_Saved entries:_
====

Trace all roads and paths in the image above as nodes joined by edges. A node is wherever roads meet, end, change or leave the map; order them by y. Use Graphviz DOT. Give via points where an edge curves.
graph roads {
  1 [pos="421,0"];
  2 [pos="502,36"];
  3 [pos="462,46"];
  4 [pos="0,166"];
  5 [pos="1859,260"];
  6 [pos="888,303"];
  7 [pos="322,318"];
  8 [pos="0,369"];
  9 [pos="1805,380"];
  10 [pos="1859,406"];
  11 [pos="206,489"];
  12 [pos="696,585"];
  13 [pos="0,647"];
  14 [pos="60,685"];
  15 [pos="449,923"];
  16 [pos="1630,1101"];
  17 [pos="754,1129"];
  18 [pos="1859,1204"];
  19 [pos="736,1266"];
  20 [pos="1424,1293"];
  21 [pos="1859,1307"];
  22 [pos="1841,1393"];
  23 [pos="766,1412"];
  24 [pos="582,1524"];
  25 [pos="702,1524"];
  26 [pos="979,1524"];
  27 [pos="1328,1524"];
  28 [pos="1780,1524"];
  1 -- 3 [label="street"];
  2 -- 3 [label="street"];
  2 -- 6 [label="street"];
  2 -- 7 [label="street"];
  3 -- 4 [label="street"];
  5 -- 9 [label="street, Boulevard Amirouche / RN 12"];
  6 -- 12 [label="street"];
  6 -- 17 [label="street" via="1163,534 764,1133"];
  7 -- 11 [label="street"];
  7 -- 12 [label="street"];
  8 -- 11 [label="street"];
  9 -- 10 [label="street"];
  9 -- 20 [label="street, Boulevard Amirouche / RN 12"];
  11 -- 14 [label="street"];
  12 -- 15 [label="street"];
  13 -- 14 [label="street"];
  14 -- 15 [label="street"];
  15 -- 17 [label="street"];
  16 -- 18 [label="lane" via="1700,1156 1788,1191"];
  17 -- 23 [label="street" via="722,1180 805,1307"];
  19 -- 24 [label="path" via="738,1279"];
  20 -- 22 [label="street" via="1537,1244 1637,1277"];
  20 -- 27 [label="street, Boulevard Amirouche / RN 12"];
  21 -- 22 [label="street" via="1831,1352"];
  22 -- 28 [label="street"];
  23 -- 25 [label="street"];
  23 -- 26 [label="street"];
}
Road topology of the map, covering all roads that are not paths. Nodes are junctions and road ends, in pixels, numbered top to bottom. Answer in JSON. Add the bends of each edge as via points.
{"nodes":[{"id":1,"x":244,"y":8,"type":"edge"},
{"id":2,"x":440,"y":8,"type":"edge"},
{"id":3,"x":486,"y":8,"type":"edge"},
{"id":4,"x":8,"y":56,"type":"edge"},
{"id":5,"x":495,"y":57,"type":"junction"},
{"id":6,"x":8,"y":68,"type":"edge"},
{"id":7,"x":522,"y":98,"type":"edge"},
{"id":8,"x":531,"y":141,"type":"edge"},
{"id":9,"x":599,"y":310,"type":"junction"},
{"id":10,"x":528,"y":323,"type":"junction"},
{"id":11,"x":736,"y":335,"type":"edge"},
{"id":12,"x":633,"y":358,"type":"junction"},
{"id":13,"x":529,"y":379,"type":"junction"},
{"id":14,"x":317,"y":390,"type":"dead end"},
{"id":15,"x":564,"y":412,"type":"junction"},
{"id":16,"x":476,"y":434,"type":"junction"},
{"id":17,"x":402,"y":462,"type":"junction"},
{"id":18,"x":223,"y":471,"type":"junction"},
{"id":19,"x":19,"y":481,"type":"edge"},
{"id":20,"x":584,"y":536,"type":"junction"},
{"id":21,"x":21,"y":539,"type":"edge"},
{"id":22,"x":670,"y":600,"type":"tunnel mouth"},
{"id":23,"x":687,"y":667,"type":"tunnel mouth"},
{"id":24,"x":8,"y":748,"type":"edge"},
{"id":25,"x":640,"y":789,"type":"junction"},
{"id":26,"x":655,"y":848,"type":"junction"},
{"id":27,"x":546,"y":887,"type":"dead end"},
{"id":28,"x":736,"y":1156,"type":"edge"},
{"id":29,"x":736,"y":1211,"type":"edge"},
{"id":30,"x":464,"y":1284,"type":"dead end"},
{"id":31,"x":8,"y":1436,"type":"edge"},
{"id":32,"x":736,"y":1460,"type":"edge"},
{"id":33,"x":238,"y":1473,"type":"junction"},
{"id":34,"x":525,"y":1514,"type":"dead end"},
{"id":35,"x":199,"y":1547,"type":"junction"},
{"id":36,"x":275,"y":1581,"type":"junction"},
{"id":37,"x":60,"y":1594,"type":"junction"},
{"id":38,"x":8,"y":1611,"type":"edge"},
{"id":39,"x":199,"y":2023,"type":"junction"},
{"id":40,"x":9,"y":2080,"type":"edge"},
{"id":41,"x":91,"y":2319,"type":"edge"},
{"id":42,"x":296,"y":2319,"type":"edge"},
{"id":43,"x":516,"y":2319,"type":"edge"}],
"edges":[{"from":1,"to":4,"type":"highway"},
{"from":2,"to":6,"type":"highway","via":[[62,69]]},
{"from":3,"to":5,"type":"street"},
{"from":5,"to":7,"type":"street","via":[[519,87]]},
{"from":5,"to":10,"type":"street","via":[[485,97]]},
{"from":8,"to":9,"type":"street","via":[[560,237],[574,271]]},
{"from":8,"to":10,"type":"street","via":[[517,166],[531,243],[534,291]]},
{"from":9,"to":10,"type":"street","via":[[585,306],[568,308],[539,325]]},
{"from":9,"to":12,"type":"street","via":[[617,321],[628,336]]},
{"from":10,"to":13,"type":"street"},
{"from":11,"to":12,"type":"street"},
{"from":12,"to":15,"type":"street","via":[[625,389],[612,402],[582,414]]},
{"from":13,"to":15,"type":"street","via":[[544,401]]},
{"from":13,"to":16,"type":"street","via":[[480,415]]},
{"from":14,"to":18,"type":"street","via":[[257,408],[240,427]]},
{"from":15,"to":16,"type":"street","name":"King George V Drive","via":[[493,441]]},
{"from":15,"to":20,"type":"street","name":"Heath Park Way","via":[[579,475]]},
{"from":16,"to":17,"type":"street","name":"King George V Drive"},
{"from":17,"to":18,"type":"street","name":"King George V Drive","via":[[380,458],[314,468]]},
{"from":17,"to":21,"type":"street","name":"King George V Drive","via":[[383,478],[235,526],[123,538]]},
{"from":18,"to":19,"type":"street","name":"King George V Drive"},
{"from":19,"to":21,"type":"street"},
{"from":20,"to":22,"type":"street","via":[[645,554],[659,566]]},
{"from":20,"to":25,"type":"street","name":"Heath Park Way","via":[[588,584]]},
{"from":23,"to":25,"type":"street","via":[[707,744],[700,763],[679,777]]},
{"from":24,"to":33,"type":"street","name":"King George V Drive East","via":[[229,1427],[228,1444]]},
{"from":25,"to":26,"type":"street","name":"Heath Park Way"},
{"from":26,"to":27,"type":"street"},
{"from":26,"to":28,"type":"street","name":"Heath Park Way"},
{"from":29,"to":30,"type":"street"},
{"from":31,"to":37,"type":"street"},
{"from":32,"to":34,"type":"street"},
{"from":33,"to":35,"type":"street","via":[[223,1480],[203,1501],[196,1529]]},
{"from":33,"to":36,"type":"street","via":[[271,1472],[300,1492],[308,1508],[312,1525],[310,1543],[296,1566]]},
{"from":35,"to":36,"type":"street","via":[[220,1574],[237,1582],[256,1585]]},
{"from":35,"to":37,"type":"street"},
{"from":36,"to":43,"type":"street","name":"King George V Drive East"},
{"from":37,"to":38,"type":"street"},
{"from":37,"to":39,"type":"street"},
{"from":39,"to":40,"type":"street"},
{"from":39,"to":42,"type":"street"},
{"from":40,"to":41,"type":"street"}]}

====

_WHAT IS BEING ASKED:_ Search the entries for the word "points" and show every line that has it.

_SOLUTION TO THIS PROBLEM:_
Trace all roads and paths in the image above as nodes joined by edges. A node is wherever roads meet, end, change or leave the map; order them by y. Use Graphviz DOT. Give via points where an edge curves.
Road topology of the map, covering all roads that are not paths. Nodes are junctions and road ends, in pixels, numbered top to bottom. Answer in JSON. Add the bends of each edge as via points.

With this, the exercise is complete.